[Stored data entries]
+-------+

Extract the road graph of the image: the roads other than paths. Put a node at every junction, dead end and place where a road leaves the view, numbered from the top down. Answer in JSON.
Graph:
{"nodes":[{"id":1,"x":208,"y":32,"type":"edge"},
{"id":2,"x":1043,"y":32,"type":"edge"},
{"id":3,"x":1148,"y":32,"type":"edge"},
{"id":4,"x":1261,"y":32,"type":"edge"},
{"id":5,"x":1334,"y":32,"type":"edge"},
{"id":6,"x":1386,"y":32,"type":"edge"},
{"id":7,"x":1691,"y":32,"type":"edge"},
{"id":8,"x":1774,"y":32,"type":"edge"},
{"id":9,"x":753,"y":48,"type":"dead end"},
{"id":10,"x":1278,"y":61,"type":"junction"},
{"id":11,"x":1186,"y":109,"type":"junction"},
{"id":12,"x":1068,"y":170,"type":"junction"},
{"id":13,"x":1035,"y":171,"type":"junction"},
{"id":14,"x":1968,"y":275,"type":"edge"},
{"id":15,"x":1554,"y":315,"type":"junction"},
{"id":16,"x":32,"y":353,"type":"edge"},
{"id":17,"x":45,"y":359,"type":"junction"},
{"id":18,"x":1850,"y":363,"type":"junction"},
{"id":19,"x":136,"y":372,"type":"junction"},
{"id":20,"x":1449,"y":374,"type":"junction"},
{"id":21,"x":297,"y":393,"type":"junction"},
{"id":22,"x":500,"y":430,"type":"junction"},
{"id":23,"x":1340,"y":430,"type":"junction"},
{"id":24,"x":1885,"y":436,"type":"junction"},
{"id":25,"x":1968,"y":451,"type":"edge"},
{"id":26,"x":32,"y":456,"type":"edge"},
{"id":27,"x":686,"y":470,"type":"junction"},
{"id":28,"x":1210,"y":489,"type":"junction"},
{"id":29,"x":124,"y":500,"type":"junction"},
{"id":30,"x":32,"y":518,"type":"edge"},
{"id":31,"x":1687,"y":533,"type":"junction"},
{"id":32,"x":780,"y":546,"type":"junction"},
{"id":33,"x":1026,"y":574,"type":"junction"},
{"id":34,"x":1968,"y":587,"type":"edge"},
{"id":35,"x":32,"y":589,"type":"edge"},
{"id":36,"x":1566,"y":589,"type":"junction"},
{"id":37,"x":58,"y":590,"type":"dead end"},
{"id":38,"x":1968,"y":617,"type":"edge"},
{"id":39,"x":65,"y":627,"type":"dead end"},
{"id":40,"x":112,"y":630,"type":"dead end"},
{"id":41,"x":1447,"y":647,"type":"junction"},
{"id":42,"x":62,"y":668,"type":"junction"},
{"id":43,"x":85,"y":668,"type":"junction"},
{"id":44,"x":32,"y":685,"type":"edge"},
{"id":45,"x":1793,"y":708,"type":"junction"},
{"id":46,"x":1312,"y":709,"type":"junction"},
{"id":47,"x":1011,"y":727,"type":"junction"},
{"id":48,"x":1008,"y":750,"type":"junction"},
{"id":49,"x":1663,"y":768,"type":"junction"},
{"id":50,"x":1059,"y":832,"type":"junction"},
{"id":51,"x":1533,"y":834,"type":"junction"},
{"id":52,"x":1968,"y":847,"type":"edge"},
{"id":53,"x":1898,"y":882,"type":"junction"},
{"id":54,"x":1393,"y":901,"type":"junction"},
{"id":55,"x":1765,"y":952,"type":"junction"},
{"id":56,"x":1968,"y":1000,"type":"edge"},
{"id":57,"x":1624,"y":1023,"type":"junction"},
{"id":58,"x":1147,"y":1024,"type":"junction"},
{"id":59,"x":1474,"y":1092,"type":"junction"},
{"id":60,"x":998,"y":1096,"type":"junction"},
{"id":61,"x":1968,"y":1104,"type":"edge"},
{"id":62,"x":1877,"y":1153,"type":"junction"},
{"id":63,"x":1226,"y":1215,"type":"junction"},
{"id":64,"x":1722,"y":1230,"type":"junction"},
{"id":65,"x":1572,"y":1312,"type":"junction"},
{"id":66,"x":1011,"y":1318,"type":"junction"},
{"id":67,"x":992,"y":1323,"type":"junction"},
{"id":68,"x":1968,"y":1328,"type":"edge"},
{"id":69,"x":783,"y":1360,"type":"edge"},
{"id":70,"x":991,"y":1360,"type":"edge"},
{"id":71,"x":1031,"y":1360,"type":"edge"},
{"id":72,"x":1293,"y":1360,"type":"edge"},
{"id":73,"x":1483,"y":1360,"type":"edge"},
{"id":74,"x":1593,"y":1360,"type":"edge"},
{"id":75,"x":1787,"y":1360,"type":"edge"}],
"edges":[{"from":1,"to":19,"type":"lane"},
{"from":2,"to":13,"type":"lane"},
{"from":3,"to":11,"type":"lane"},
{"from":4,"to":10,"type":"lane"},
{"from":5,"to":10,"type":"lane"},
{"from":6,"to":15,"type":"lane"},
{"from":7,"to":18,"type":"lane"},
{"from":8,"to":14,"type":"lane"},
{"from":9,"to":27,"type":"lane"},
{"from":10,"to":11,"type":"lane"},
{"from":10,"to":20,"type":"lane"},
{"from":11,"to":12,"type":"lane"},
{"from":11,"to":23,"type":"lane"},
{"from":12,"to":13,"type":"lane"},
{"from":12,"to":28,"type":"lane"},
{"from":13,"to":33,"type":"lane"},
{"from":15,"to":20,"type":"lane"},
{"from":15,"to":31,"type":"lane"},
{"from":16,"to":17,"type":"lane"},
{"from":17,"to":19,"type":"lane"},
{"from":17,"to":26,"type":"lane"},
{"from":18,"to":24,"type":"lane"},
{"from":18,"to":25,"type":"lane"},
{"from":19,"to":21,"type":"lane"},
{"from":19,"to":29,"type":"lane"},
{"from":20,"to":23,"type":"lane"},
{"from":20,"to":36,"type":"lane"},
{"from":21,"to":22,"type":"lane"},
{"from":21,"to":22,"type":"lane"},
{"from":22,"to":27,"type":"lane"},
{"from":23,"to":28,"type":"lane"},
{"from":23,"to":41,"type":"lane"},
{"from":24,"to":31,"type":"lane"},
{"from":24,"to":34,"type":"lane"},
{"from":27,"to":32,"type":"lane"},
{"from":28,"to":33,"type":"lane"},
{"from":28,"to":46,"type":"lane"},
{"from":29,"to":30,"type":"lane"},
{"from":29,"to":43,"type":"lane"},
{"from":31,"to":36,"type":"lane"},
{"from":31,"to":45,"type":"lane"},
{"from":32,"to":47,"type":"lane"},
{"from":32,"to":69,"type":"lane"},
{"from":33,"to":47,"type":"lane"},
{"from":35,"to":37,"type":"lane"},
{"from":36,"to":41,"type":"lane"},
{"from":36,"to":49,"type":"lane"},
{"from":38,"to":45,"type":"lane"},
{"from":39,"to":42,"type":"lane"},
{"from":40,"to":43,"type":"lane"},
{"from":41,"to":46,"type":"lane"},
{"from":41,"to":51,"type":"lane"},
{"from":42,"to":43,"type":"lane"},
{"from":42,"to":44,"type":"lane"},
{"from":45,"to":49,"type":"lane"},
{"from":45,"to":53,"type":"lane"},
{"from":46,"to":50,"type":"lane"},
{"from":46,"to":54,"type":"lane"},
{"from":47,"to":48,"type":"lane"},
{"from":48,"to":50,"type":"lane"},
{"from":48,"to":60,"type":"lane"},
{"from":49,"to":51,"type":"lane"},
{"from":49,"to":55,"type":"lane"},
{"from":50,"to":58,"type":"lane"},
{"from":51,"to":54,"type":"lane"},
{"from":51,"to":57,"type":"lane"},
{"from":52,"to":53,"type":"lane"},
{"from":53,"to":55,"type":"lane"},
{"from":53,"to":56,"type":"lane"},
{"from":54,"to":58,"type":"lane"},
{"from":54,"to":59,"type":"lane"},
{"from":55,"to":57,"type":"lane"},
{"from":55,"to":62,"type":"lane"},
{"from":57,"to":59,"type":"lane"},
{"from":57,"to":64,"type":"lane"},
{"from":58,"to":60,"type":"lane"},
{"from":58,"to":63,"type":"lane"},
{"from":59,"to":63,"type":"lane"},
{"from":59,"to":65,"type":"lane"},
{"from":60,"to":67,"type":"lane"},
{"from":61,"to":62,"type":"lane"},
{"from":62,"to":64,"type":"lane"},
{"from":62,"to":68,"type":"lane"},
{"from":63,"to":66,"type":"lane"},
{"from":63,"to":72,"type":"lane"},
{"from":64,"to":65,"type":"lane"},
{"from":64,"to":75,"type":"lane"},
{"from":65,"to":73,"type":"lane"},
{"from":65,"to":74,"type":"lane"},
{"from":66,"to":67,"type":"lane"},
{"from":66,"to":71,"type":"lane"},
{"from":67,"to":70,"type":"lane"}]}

+-------+

*ABOUT THIS EXERCISE*: Wherever a line above contains "dead", copy that line.

*WRITTEN ANSWER*:
Extract the road graph of the image: the roads other than paths. Put a node at every junction, dead end and place where a road leaves the view, numbered from the top down. Answer in JSON.
{"id":9,"x":753,"y":48,"type":"dead end"},
{"id":37,"x":58,"y":590,"type":"dead end"},
{"id":39,"x":65,"y":627,"type":"dead end"},
{"id":40,"x":112,"y":630,"type":"dead end"},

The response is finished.